But on the same day that the clip debuted on MTV.com, Leto was back at work, decrying what he called the censorship of the video, which contains copious amounts of S&M imagery, heavily choreographed slo-mo fisticuffs, and an seemingly endless string of controversial images intended to shock and confuse.
In a blog entry on JaredLeto.com posted on Monday and titled "BANNED FROM TELEVISION," Leto, who directed the clip under his pseudonym, Bartholomew Cubbins, posted a letter (one of several he claimed he received) from an unnamed executive at an unnamed TV network who explained why the video couldn't be aired in its present state.

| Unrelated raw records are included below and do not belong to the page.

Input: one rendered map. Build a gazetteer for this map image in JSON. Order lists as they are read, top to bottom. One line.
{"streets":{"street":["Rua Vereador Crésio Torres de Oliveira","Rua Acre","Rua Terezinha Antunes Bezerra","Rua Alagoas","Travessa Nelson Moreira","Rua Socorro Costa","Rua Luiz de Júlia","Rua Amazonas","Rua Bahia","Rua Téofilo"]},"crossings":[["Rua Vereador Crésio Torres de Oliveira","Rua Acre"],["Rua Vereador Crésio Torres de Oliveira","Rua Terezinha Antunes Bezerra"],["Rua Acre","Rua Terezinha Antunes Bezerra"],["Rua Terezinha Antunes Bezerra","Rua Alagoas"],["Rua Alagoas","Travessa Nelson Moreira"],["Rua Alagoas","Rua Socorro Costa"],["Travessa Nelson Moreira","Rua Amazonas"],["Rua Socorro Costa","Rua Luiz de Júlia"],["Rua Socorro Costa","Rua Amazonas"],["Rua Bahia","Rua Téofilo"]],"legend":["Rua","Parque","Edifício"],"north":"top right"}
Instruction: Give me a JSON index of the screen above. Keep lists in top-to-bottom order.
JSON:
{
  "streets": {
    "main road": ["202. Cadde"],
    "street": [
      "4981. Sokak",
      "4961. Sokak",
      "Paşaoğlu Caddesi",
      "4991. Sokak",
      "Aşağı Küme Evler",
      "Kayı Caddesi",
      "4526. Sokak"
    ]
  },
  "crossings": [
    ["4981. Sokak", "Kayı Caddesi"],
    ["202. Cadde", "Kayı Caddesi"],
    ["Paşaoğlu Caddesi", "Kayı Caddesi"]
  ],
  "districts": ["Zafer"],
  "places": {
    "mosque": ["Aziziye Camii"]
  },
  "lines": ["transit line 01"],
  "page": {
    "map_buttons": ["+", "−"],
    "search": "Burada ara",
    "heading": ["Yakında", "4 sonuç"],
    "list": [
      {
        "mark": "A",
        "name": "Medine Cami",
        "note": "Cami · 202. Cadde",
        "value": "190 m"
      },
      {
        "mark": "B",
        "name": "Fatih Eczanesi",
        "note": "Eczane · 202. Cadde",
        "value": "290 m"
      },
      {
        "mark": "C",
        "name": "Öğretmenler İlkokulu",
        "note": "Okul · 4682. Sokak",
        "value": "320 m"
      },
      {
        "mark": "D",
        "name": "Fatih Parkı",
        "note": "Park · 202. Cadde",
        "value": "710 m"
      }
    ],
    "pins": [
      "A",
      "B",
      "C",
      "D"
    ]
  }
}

"Overall the bondage theme will warrant a POST 10 p.m. restriction as the film is in its current form," read the letter. "There is one shot that will have to be removed completely for a POST 10 p.m. restriction. 09:17 — WOMAN RUNS FINGER OVER OTHER WOMAN'S G-STRING-CLAD BOTTOM AND TOUCHES HER ANUS — This shot makes the video completely restricted. There are other bondage shots towards the end of the film that [C]ompliance were unclear about, they would have to view frame by frame on tape to gauge whether they would need to be cut too for POST 10PM. The violence in the film is not graphic and would warrant a POST 7 p.m. restriction. But the overall sexual content does push the restriction up."
The letter then goes on to log, scene-by-scene the potentially objectionable images, from one in which Leto's character jumps out of a skyscraper window (not a problem), to another in which a priest, rabbi, and imam burn holy books on a pyre in an alley, and a brief image of hot wax dripping over a woman's body.
The breakdown explicitly states more than 40 scenes or images that are restricted to after 10 p.m. and others that are more suitable for showing after 9 p.m. or 7 p.m.
"We always knew there would be some images that would have a tough time getting through," Leto told EW.com on Monday about the controversy. "But we didn't expect this kind of pushback that we're getting now."
Leto has said he's working on a "creative" solution to edit the original 20-plus-minute clip down so he can at least get it shown before the 10 p.m. curfew. He also told EW.com that the plan all along was to have several versions of the video available to fans, including an uncensored full cut. "I had always planned on having an explicit version and then a version that was not so explicit," Leto said. "The version that we were trying to get on broadcast is not the explicit version, and that's still having a really difficult time."
Leto is frankly a bit confused about why the networks that reportedly rejected the video are so upset about the sexual images in it. "I'm not interested in provocation for provocation's sake," he explained. "I just think it's interesting that when you turn on the news or whatever else catches your interest, how much violence and negativity is available out there. As soon as it comes time for sexuality, it's a big shock that people are sexual beings. It's an interesting double standard to me."